Improved ChatGPT integration with EmailEngine

EmailEngine, a serious tool from the get-go, had an unexpected twist. As a playful experiment, I integrated it with ChatGPT AI. Surprisingly, over time, this integration turned out to be more than just a joke; it became a valuable feature.

Once the ChatGPT integration is activated in EmailEngine, it processes every new email that lands in the INBOX folder of a monitored email account. The result? A wealth of processed information about each email is added to your "new email" webhooks.

If you've set up EmailEngine to sync with ElasticSearch, this analyzed data is also stored as part of the message details. But remember, moving an email from your Inbox to another folder will cause ElasticSearch to lose all the custom metadata for that email, including the analyzed data.

EmailEngine is compatible with both GPT3 and GPT4 models. If you're aiming for precision and top-tier results, GPT4 is your best bet. It has a larger context window, so it can handle longer emails. However, it's slower and more expensive than GPT3. So, if you just need a summary, GPT3 should suffice. For more advanced features, you might need to opt for GPT4.

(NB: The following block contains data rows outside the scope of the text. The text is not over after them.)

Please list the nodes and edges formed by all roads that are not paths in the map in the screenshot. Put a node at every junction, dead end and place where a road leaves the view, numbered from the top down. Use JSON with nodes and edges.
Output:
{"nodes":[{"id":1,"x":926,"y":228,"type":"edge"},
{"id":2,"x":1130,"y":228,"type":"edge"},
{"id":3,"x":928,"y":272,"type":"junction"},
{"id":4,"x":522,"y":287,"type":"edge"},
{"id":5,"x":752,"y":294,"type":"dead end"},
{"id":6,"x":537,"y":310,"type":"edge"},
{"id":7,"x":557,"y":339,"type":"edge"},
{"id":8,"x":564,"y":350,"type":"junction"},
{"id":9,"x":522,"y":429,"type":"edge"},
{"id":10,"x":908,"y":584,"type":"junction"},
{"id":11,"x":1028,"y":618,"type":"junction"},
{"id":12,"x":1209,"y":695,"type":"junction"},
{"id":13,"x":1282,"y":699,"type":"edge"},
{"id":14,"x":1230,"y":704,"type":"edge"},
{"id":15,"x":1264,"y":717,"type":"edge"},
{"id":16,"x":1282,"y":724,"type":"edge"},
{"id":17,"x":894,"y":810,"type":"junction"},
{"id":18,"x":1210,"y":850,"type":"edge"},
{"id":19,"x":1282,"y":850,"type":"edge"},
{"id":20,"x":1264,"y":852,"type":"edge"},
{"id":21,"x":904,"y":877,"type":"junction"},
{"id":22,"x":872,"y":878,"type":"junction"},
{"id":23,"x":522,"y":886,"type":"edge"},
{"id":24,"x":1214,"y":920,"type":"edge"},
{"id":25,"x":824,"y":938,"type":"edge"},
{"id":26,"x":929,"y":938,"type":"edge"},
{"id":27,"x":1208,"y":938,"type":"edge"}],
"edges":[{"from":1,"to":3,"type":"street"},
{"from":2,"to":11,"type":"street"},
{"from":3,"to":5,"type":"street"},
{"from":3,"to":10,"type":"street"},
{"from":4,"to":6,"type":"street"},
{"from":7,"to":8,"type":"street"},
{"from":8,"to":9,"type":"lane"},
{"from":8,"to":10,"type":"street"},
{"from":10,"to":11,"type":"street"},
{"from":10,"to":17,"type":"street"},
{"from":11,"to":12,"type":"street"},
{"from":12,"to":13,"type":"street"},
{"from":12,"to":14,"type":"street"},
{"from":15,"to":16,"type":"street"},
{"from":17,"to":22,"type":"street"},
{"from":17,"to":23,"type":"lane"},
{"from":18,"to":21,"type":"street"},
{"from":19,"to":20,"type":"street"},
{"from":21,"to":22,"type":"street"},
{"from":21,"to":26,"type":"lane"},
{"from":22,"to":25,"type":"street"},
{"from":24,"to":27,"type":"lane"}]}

GPT4 API access isn't automatically enabled; you'll need to apply for it.
Enabling ChatGPT integration in the Service configuration page

Here's what EmailEngine extracts from incoming emails:

  • Content Summary: It condenses the email content into a sentence or a short paragraph.
  • Fraudulent Email Risk: It assigns a risk score from 1 to 5 (5 being riskier) and provides a brief explanation. It's adept at detecting scam emails, but not so much with spam.
  • Reply Expectation: A boolean flag indicating whether the sender is expecting a reply.
  • Reply or Forwarding Text: It removes threaded content from a reply email, leaving only the sender's original text.
  • Event List: Any events with dates mentioned in the email.
  • Activity List: Actions the recipient is expected to take, along with due dates if they're mentioned.
  • Sentiment Assessment: A one-word evaluation of the email's sentiment - positive, neutral, or negative.
{
  "summary": {
    "id": "chatcmpl-7IzVIEp5UL3hdQ3aZJ8AHyrJrt3R0",
    "tokens": 2060,
    "model": "gpt-4",
    "sentiment": "positive",
    "summary": "Request to contribute 2 to 5 euros for flowers for choir teachers and concertmaster, with excess funds used for a bouquet for the class teacher at end of the year.",
    "shouldReply": true,
    "events": [
      {
        "description": "Flower bouquets for choir teachers and concertmaster",
        "startTime": "2023-05-22"
      }
    ],
    "actions": [
      {
        "description": "Contribute 2 to 5 euros for flower bouquets",
        "dueDate": "2023-05-22"
      }
    ]
  },
  "riskAssessment": {
    "risk": 1,
    "assessment": "Sender information matches and authentication checks have passed."
  }
}
Example processing results section in a "messageNew" webhook

This structured information can feed into your email processing pipeline. For instance, if an email mentions events but lacks a calendar attachment, you could create one using the extracted data.

I believe we're just at the beginning of what AI can do for email processing. The most innovative ideas are yet to be discovered. The future of email processing using AI is promising.